## YOUR OBJECTIVE
Write out all records as given; omit images.

## TASK INPUT
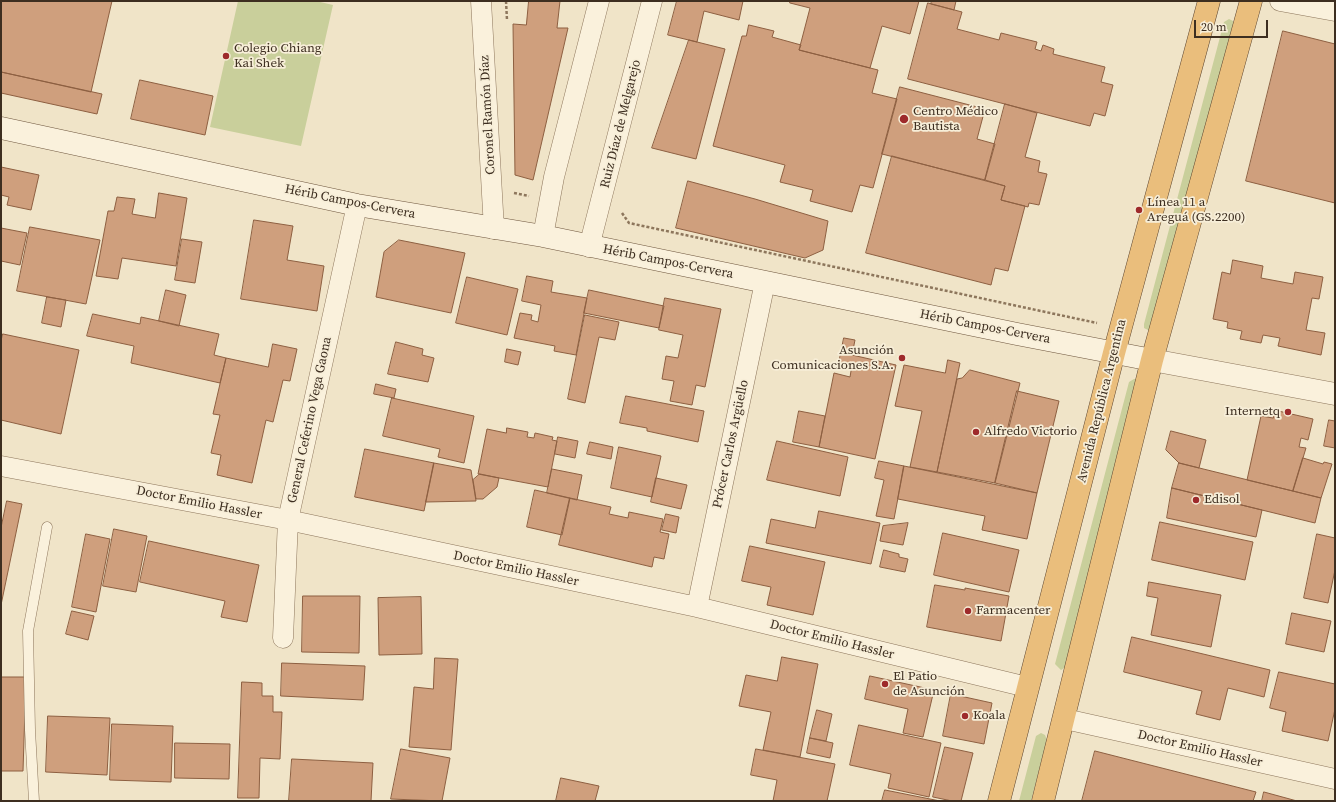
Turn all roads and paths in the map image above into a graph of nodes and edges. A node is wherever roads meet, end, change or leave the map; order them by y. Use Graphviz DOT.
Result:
graph roads {
  1 [pos="481,1"];
  2 [pos="599,1"];
  3 [pos="652,1"];
  4 [pos="1208,1"];
  5 [pos="1251,1"];
  6 [pos="1280,1"];
  7 [pos="1335,11"];
  8 [pos="1,128"];
  9 [pos="511,192"];
  10 [pos="530,196"];
  11 [pos="357,205"];
  12 [pos="624,216"];
  13 [pos="494,229"];
  14 [pos="543,236"];
  15 [pos="590,247"];
  16 [pos="765,282"];
  17 [pos="1100,324"];
  18 [pos="1114,353"];
  19 [pos="1152,360"];
  20 [pos="1335,394"];
  21 [pos="1,466"];
  22 [pos="288,520"];
  23 [pos="47,527"];
  24 [pos="697,607"];
  25 [pos="282,638"];
  26 [pos="1027,687"];
  27 [pos="1065,719"];
  28 [pos="1335,779"];
  29 [pos="34,801"];
  30 [pos="999,801"];
  31 [pos="1043,801"];
  1 -- 13 [label="street, Coronel Ramón Díaz"];
  2 -- 14 [label="street"];
  3 -- 15 [label="street, Ruiz Díaz de Melgarejo"];
  4 -- 18 [label="highway, Avenida República Argentina"];
  5 -- 19 [label="highway"];
  6 -- 7 [label="street"];
  8 -- 11 [label="main road, Hérib Campos-Cervera"];
  9 -- 10 [label="path"];
  11 -- 13 [label="main road, Hérib Campos-Cervera"];
  11 -- 22 [label="street, General Ceferino Vega Gaona"];
  12 -- 17 [label="path, Hérib Campos-Cervera"];
  13 -- 14 [label="main road, Hérib Campos-Cervera"];
  14 -- 15 [label="main road, Hérib Campos-Cervera"];
  15 -- 16 [label="main road, Hérib Campos-Cervera"];
  16 -- 18 [label="main road, Hérib Campos-Cervera"];
  16 -- 24 [label="street, Prócer Carlos Argüello"];
  18 -- 19 [label="main road, Hérib Campos-Cervera"];
  18 -- 26 [label="highway, Avenida República Argentina"];
  19 -- 20 [label="main road, Hérib Campos-Cervera"];
  19 -- 27 [label="highway"];
  21 -- 22 [label="street, Doctor Emilio Hassler"];
  22 -- 24 [label="street, Doctor Emilio Hassler"];
  22 -- 25 [label="street, General Ceferino Vega Gaona"];
  23 -- 29 [label="lane"];
  24 -- 26 [label="street, Doctor Emilio Hassler"];
  26 -- 30 [label="highway, Avenida República Argentina"];
  27 -- 28 [label="street, Doctor Emilio Hassler"];
  27 -- 31 [label="highway"];
}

## SOLUTION FOR THIS EXERCISE
Turn all roads and paths in the map image above into a graph of nodes and edges. A node is wherever roads meet, end, change or leave the map; order them by y. Use Graphviz DOT.
Result:
graph roads {
  1 [pos="481,1"];
  2 [pos="599,1"];
  3 [pos="652,1"];
  4 [pos="1208,1"];
  5 [pos="1251,1"];
  6 [pos="1280,1"];
  7 [pos="1335,11"];
  8 [pos="1,128"];
  9 [pos="511,192"];
  10 [pos="530,196"];
  11 [pos="357,205"];
  12 [pos="624,216"];
  13 [pos="494,229"];
  14 [pos="543,236"];
  15 [pos="590,247"];
  16 [pos="765,282"];
  17 [pos="1100,324"];
  18 [pos="1114,353"];
  19 [pos="1152,360"];
  20 [pos="1335,394"];
  21 [pos="1,466"];
  22 [pos="288,520"];
  23 [pos="47,527"];
  24 [pos="697,607"];
  25 [pos="282,638"];
  26 [pos="1027,687"];
  27 [pos="1065,719"];
  28 [pos="1335,779"];
  29 [pos="34,801"];
  30 [pos="999,801"];
  31 [pos="1043,801"];
  1 -- 13 [label="street, Coronel Ramón Díaz"];
  2 -- 14 [label="street"];
  3 -- 15 [label="street, Ruiz Díaz de Melgarejo"];
  4 -- 18 [label="highway, Avenida República Argentina"];
  5 -- 19 [label="highway"];
  6 -- 7 [label="street"];
  8 -- 11 [label="main road, Hérib Campos-Cervera"];
  9 -- 10 [label="path"];
  11 -- 13 [label="main road, Hérib Campos-Cervera"];
  11 -- 22 [label="street, General Ceferino Vega Gaona"];
  12 -- 17 [label="path, Hérib Campos-Cervera"];
  13 -- 14 [label="main road, Hérib Campos-Cervera"];
  14 -- 15 [label="main road, Hérib Campos-Cervera"];
  15 -- 16 [label="main road, Hérib Campos-Cervera"];
  16 -- 18 [label="main road, Hérib Campos-Cervera"];
  16 -- 24 [label="street, Prócer Carlos Argüello"];
  18 -- 19 [label="main road, Hérib Campos-Cervera"];
  18 -- 26 [label="highway, Avenida República Argentina"];
  19 -- 20 [label="main road, Hérib Campos-Cervera"];
  19 -- 27 [label="highway"];
  21 -- 22 [label="street, Doctor Emilio Hassler"];
  22 -- 24 [label="street, Doctor Emilio Hassler"];
  22 -- 25 [label="street, General Ceferino Vega Gaona"];
  23 -- 29 [label="lane"];
  24 -- 26 [label="street, Doctor Emilio Hassler"];
  26 -- 30 [label="highway, Avenida República Argentina"];
  27 -- 28 [label="street, Doctor Emilio Hassler"];
  27 -- 31 [label="highway"];
}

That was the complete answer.